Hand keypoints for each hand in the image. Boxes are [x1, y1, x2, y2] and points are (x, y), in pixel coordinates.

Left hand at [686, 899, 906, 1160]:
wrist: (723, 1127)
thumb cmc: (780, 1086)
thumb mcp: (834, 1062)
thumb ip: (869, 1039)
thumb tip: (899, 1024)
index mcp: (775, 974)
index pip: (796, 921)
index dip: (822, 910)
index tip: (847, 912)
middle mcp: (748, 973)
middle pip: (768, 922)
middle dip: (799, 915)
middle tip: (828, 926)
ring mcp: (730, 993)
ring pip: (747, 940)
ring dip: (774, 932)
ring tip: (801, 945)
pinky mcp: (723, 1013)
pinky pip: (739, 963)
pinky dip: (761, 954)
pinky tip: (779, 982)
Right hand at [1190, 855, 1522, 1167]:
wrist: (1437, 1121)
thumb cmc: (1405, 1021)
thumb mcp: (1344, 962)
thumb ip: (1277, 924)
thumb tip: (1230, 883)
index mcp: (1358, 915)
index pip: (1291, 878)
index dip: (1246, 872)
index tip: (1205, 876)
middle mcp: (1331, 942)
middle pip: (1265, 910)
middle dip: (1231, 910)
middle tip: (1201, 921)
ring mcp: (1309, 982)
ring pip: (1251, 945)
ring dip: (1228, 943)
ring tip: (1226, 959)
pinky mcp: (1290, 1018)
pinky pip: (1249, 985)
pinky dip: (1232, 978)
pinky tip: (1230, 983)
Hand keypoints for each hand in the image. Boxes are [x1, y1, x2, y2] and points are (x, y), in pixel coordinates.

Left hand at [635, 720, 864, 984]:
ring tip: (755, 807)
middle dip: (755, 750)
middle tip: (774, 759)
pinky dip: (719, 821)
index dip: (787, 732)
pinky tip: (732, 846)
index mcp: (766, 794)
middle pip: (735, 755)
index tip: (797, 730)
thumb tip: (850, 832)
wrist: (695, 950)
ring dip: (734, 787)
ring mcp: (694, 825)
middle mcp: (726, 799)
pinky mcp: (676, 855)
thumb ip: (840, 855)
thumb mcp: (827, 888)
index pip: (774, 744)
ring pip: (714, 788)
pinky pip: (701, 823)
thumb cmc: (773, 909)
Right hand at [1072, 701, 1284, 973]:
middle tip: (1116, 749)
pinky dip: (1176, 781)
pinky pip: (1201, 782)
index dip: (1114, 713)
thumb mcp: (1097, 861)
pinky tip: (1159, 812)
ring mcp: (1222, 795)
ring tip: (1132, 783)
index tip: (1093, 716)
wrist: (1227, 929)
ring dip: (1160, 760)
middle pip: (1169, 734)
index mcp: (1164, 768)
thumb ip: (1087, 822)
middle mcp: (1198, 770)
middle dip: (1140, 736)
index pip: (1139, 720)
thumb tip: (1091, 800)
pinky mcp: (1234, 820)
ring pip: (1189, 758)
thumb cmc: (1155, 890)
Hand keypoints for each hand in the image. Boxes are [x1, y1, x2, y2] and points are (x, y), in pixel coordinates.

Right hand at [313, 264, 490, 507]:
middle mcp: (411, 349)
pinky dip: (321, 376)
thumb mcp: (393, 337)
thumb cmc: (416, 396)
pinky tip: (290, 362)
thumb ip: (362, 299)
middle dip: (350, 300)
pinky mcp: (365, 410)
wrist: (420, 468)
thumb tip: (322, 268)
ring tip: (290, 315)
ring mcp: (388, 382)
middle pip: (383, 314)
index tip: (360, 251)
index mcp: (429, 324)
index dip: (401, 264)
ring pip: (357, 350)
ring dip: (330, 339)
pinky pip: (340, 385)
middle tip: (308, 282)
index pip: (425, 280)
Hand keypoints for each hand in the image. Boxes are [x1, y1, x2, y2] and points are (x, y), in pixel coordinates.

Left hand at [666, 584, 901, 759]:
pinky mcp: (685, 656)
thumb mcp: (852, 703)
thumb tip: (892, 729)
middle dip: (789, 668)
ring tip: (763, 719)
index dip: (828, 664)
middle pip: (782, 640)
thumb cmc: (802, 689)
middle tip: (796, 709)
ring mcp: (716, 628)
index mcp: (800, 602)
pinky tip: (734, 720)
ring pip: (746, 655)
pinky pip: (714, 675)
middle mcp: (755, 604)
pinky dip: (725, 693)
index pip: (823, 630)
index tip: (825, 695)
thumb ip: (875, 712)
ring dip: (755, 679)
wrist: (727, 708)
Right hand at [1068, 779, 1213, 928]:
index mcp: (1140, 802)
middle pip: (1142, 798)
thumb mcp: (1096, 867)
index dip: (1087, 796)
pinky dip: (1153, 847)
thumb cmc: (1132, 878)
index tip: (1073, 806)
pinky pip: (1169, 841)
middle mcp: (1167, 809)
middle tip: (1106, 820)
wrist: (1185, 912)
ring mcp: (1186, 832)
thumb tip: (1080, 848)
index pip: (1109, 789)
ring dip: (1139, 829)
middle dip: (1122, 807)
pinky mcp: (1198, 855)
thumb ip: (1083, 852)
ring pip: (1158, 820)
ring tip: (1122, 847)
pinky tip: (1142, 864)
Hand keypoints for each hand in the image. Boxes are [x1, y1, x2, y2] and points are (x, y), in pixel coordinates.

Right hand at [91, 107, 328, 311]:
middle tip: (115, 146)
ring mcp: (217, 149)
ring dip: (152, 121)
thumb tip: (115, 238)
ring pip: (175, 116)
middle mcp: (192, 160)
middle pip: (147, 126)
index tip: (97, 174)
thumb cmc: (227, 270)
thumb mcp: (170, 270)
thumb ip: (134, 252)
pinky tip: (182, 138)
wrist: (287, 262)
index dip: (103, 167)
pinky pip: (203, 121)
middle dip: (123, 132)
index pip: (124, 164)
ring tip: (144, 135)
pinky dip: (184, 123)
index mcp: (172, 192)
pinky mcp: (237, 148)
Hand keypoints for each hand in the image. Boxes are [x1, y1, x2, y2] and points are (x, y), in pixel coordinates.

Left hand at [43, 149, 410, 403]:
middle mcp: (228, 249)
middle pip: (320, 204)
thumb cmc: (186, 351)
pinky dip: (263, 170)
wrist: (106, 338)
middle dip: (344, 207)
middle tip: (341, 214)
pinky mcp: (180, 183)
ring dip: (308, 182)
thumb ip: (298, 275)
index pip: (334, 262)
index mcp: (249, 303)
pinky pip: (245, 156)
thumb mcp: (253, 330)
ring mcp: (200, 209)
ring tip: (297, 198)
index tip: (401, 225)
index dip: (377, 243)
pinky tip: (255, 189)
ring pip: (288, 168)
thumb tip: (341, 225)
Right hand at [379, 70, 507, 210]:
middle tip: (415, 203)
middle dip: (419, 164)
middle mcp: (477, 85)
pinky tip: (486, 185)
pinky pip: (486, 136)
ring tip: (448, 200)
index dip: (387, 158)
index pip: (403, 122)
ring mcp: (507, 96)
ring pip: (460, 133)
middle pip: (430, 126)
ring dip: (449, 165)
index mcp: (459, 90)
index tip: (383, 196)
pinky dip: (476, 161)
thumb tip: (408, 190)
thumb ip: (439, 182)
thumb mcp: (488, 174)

☆ ☆ ☆

Work to complete: Give back the lines of the listing from the one with "pinky tip: (255, 189)" through the end, both included, exactly as written and with nothing added.

Task result:
pinky tip: (255, 189)
ring pip: (288, 168)
thumb tip: (341, 225)
Right hand at [379, 70, 507, 210]:
middle tip: (415, 203)
middle dip: (419, 164)
middle mcp: (477, 85)
pinky tip: (486, 185)
pinky pip: (486, 136)
ring tip: (448, 200)
index dip: (387, 158)
index pip: (403, 122)
ring mcp: (507, 96)
ring pip: (460, 133)
middle pip: (430, 126)
ring dip: (449, 165)
index mcp: (459, 90)
index tip: (383, 196)
pinky dip: (476, 161)
thumb tip: (408, 190)
thumb ip: (439, 182)
thumb mcp: (488, 174)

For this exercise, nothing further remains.